Based on my demographic study of one, radio consumption has actually shot up dramatically over the last year. It could be the rapid approach of middle age youth of course but actually think not. Audio is relatively cheap to produce so its quite easy to build shows around specialist areas of content (that old Long Tail thing). So rather listen to crap on 5FM during the day in the car I listen to downloaded shows. And if I have stuff to do round the house I often plug my ipod into the stereo to accompany it. It’s a great medium for multi-taskers (which is the main occupation of the noughties it seems).
My regular weekly consumption is something like this now:
Sunday:
- Download the (excellent) new Monocle Weekly podcast and listen to it lazing on the stoep (with coffee)

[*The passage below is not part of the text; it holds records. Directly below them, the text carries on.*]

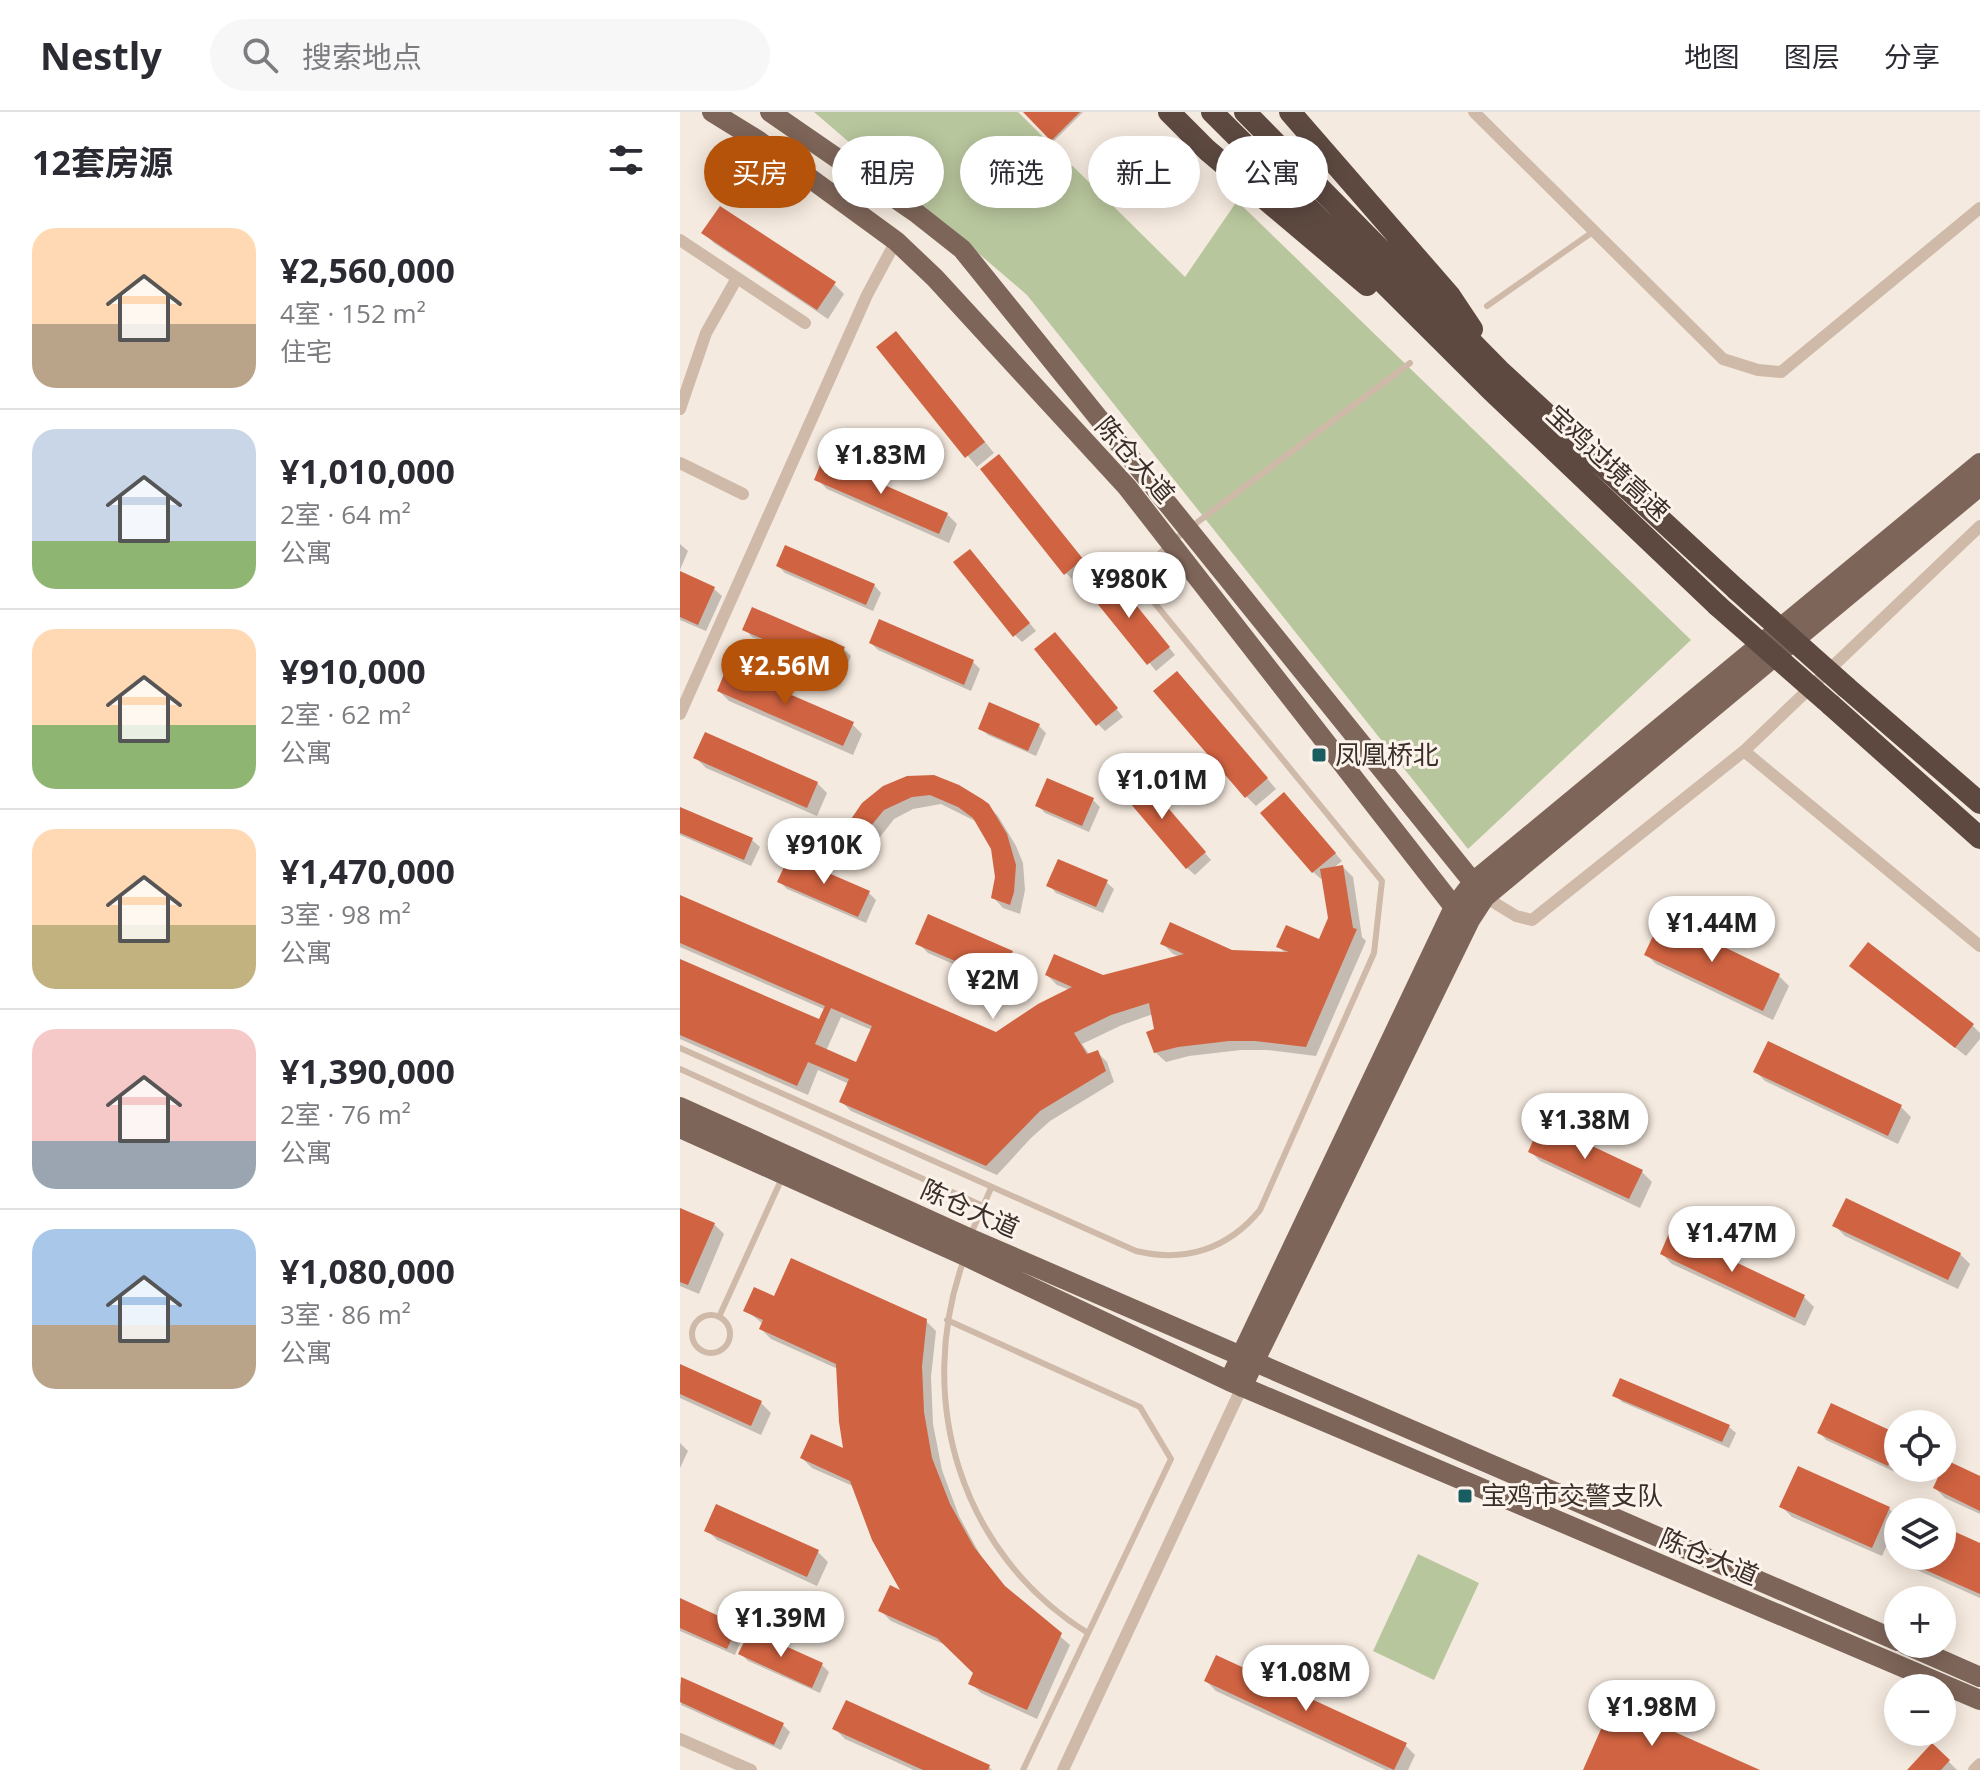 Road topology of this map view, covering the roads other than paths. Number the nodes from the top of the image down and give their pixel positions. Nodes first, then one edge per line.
1 (712, 112) edge
2 (1169, 112) edge
3 (1212, 112) edge
4 (1245, 112) edge
5 (1290, 112) edge
6 (1474, 112) edge
7 (772, 113) edge
8 (751, 136) edge
9 (761, 136) edge
10 (816, 183) edge
11 (1980, 208) edge
12 (1594, 231) junction
13 (680, 240) edge
14 (896, 241) junction
15 (737, 278) junction
16 (1487, 306) dead end
17 (805, 323) dead end
18 (1410, 363) dead end
19 (1494, 380) junction
20 (680, 409) edge
21 (680, 463) edge
22 (1980, 463) edge
23 (1980, 486) edge
24 (743, 494) dead end
25 (1980, 526) edge
26 (1188, 530) junction
27 (1171, 542) junction
28 (680, 714) edge
29 (1744, 751) junction
30 (1980, 803) edge
31 (1980, 838) edge
32 (1479, 890) junction
33 (1462, 913) junction
34 (1980, 946) edge
35 (680, 1048) edge
36 (680, 1069) edge
37 (680, 1107) edge
38 (680, 1128) edge
39 (783, 1174) junction
40 (991, 1188) junction
41 (983, 1206) junction
42 (967, 1247) junction
43 (719, 1317) junction
44 (947, 1320) junction
45 (1248, 1358) junction
46 (1236, 1384) junction
47 (1088, 1633) junction
48 (1884, 1635) edge
49 (1937, 1658) edge
50 (1980, 1677) edge
51 (1980, 1700) edge
52 (680, 1739) edge
53 (1980, 1764) edge
54 (751, 1770) edge
55 (1023, 1770) edge
56 (1063, 1770) edge
57 (1974, 1770) edge

1 - 8 main road, 陈仓大道
2 - 19 highway
3 - 19 highway, 宝鸡过境高速
4 - 19 highway, 宝鸡过境高速
5 - 19 highway
6 - 12 street
7 - 9 street
7 - 26 main road
10 - 14 main road, 陈仓大道
11 - 12 street
12 - 16 lane
13 - 15 street
14 - 27 main road, 陈仓大道
14 - 28 street
15 - 17 street
15 - 20 street
18 - 26 lane
19 - 30 highway, 宝鸡过境高速, bridge
19 - 31 highway, 宝鸡过境高速, bridge
21 - 24 street
22 - 32 main road
23 - 32 main road
25 - 29 street
26 - 27 lane
26 - 32 main road
27 - 33 main road, 陈仓大道
27 - 40 lane
29 - 32 street
29 - 34 street
32 - 33 main road
33 - 45 main road
35 - 40 lane
36 - 41 lane
37 - 42 main road, 陈仓大道
38 - 39 main road, 陈仓大道
39 - 42 main road, 陈仓大道
39 - 43 lane
40 - 41 lane
41 - 42 lane
42 - 44 lane
42 - 45 main road, 陈仓大道
42 - 46 main road, 陈仓大道
43 - 43 lane
44 - 47 lane
44 - 47 lane
45 - 46 main road
45 - 48 main road, 陈仓大道
46 - 51 main road, 陈仓大道
46 - 56 street
47 - 55 lane
49 - 50 main road
52 - 54 street
53 - 57 street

- Also use the BBC iplayer to listen to Radio 4 or Radio 6 while I read the paper
Monday:
- Download the Digital Edge podcast (listen to it while making food some point during the week)
Tuesday/Wednesday:
- Get the latest two episodes of Beats In Space via itunes (Tim Sweeney’s excellent space disco show on a New York college radio) I listen to this mostly while driving around.
- Also get the Media Guardian’s (UK) Tech Weekly podcast which again listen to while making food or doing the chores required to keep my crumbling Victorian bungalow from returning to the dust.
Thursday/Friday/Saturday:
- As most of the podcasts I follow come out earlier in the week if i need new stuff by this point i’ll pay a visit to Myspace and let a page stream tracks (DFA for example), Download Digital Planet from the BBC, or listen to Tiga (if a new episode is available) or Modcast.
And just to show its not only me living in this brave new world i’ve checked with my mum and she downloads The Archers (long running radio soap opera) to listen to while she does the ironing regularly.
So my advice to those weeping into their pillows about dying media is cheer up and transfer your skills (the new world ain’t that different).